Saturday, July 17, 2010

Power Lines

by Drew Martin

Electrical lines strung between telephone poles are endless perches for birds and super highways for squirrels. Although the average person would say they are unsightly, messy and dangerous, they are, for the observant drawer, a delightful visual treat.

These umbilical cords from the mother-grid, which crisscross the sky, are the ultimate line...a life line, especially when you consider the actual energy and information they relay. While some are as taut as tightropes, others elegantly sag with the gravitational weight of the world.

I have always been fascinated by them, which is why when I saw Tony Ingrisano's Untitled (Lights) (pictured left) at the Allegra LaViola Gallery yesterday, with his entanglement of noodling wires between clustered telephone poles hewn from their vital trunks, I felt like I was in the right place at the right time: the Phantasmorganica show at 179 East Broadway in the lower east side of Manhattan, which is up through the end of July.

Co-curated with Danielle Mund, the exhibit explores various media including photography and video work but favors the line and the power of the line, which, in many of the works, build up with little inky scratches into very strong pieces.
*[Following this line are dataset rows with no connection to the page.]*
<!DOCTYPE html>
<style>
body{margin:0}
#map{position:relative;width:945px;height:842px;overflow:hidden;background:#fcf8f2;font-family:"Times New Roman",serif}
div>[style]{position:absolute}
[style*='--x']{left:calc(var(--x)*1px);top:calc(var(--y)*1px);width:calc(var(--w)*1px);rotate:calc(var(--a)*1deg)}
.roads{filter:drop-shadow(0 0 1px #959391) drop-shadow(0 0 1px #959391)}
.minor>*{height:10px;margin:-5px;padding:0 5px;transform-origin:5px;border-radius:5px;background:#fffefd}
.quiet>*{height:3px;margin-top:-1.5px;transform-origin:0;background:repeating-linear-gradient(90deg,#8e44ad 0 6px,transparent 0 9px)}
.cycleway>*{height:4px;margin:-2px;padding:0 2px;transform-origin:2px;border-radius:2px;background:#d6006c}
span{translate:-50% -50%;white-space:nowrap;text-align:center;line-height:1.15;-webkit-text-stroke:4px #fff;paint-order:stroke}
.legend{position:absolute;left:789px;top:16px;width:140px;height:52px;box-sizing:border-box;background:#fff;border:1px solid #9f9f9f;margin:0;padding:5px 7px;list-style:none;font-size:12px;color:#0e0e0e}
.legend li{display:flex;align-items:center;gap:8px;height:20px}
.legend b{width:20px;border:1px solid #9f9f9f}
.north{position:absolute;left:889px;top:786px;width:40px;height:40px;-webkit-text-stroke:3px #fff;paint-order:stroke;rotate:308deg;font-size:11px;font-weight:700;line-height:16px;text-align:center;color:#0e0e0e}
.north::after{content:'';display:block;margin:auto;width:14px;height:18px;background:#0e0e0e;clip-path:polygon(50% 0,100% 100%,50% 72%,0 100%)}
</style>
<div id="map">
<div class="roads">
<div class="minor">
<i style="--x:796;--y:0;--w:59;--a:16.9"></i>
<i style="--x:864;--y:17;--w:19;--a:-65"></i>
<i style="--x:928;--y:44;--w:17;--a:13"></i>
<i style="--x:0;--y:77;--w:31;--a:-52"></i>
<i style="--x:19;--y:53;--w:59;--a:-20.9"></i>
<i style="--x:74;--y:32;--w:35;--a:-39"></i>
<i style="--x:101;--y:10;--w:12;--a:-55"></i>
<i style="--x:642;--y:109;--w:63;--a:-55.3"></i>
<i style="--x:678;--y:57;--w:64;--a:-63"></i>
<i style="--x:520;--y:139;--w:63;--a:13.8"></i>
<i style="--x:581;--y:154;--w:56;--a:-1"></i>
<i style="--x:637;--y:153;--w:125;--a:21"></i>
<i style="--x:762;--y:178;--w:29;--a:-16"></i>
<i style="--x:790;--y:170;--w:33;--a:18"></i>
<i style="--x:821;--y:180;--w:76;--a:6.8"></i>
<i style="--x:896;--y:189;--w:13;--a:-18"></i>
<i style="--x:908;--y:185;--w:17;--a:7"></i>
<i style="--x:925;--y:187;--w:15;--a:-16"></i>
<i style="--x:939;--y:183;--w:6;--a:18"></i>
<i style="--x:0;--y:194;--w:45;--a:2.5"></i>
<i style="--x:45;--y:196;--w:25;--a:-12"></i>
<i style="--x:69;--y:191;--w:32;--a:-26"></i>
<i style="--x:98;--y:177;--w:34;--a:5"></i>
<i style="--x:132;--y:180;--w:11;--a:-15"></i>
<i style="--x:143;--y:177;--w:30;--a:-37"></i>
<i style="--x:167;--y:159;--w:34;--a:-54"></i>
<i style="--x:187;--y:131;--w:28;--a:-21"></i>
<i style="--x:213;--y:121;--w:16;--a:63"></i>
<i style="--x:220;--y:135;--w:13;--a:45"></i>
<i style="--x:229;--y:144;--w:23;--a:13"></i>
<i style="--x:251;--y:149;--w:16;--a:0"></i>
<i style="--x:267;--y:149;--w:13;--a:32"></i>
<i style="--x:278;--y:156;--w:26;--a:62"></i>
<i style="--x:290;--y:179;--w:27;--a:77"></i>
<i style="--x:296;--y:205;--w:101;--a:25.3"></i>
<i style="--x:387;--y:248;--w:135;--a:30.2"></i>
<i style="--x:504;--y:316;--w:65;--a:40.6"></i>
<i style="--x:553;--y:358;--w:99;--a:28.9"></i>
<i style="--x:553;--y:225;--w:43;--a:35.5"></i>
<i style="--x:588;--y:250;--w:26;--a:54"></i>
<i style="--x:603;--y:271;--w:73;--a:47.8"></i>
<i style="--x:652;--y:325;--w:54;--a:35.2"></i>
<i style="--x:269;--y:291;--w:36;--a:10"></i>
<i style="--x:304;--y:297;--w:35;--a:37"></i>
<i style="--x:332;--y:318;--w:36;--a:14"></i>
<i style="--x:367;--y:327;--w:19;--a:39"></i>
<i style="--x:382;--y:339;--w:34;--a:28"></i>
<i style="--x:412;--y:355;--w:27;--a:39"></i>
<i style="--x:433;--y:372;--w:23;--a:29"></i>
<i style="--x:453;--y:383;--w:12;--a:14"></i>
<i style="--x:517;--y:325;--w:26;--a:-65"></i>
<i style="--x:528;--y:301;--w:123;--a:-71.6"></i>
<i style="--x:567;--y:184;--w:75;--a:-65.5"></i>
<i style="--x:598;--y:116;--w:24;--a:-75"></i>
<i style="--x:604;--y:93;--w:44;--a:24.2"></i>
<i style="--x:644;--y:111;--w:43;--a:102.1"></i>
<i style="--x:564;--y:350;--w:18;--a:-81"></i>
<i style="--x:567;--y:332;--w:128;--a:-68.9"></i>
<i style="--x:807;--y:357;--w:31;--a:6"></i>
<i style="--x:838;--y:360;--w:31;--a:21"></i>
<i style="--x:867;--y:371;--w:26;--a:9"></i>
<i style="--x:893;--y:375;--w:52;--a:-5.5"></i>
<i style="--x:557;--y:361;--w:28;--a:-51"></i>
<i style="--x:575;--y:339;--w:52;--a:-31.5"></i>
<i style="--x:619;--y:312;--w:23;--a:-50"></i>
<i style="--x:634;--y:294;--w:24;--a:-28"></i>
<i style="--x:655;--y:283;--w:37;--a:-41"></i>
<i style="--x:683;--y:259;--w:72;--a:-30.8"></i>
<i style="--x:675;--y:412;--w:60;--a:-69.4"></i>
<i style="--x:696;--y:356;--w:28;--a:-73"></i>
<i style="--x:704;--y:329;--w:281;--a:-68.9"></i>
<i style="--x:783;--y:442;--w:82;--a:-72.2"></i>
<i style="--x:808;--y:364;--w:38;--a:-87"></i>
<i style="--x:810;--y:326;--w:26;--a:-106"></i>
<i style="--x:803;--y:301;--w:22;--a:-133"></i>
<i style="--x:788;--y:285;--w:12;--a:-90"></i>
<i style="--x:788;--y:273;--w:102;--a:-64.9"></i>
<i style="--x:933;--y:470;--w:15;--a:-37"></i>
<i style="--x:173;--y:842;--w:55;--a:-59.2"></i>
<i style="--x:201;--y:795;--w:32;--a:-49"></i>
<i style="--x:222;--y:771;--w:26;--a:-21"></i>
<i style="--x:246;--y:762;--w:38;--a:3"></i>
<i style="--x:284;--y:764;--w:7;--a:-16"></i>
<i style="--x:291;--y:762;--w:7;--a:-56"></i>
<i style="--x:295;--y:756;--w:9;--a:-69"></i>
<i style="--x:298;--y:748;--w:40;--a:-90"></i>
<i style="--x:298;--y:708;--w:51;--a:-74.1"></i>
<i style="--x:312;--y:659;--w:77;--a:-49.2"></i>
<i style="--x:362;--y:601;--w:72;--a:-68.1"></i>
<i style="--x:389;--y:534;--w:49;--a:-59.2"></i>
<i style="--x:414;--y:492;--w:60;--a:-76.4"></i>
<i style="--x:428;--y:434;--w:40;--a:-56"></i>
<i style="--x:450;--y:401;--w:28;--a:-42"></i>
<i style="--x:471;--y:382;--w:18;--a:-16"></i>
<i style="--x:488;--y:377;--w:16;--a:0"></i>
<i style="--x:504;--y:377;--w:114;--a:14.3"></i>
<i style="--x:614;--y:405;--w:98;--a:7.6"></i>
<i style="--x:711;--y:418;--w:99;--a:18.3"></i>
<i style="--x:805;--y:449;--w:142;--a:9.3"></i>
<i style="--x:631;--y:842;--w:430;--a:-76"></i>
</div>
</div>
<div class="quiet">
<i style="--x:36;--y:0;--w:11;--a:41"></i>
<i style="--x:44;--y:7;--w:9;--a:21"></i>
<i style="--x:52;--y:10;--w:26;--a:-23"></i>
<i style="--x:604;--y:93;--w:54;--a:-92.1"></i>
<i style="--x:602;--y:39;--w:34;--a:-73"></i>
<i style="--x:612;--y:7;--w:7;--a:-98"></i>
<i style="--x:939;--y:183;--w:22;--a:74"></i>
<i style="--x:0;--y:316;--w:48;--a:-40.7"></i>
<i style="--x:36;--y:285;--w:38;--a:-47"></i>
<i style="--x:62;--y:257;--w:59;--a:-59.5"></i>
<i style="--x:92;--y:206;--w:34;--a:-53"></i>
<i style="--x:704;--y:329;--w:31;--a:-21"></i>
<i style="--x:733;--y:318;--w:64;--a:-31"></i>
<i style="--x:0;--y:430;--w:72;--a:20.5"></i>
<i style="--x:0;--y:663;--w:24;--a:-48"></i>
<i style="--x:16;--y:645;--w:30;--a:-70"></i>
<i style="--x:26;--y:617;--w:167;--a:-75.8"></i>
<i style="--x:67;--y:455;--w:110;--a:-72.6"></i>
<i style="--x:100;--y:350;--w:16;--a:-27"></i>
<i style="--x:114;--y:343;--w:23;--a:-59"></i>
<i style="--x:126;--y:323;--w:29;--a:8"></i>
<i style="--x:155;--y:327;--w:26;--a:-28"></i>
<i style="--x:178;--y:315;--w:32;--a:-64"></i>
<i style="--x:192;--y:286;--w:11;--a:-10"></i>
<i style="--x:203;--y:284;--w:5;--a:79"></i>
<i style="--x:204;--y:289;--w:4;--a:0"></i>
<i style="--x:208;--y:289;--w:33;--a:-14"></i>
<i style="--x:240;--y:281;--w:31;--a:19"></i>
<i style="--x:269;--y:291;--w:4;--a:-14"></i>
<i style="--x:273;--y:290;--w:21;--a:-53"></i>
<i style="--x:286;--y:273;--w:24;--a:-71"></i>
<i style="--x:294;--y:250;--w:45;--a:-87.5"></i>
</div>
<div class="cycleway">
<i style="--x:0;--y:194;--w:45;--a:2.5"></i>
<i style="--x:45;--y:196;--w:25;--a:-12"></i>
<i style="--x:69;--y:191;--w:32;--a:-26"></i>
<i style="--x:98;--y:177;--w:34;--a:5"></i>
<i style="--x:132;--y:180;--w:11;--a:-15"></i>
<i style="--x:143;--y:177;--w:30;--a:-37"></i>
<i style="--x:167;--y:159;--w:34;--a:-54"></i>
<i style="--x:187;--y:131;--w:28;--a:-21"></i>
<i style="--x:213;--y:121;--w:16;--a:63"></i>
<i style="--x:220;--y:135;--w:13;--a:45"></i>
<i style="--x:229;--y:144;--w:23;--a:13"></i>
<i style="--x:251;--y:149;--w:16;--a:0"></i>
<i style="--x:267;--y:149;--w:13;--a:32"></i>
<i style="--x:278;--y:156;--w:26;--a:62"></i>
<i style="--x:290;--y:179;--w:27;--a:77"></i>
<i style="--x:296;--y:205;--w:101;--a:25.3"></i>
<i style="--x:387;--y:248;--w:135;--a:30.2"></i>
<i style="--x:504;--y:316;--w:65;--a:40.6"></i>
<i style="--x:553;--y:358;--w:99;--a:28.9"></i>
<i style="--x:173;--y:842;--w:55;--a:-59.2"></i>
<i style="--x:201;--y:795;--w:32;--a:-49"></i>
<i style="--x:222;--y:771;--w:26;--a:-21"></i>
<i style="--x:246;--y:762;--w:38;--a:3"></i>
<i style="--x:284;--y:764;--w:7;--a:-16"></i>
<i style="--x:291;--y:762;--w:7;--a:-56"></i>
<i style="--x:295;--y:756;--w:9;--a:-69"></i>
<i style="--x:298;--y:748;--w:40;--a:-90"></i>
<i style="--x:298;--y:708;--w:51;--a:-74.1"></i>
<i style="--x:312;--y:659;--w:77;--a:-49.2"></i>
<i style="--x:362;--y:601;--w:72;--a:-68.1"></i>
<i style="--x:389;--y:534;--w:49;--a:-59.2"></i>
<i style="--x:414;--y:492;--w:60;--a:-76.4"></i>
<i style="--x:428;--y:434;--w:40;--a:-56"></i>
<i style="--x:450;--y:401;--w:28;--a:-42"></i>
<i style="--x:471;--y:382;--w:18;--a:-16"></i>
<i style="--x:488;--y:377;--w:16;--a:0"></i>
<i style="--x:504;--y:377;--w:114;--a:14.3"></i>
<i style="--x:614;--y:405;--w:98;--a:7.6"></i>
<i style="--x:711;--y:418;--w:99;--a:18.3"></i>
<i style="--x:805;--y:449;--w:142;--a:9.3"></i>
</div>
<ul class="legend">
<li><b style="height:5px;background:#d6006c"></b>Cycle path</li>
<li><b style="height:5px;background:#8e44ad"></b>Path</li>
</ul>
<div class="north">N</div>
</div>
While drawing is something usually considered manageable and politely small (such as the intimate and Dürer-like 6" x 8" Buried Weapons by Casey Jex Smith, pictured right), several of the works scale up quite nicely such as Ingrisano's Untitled (Red and Blue) and entertain the expandability of the medium.

This is the aspect of the show that I found most illuminating because seeing those elemental marks and what they totaled made everything beyond the gallery seem relational, including the doodled wall of the gallery's courtyard and the fragmented nature of that part of the city which culminates in the chaotic harmony of the neighboring Chinatown.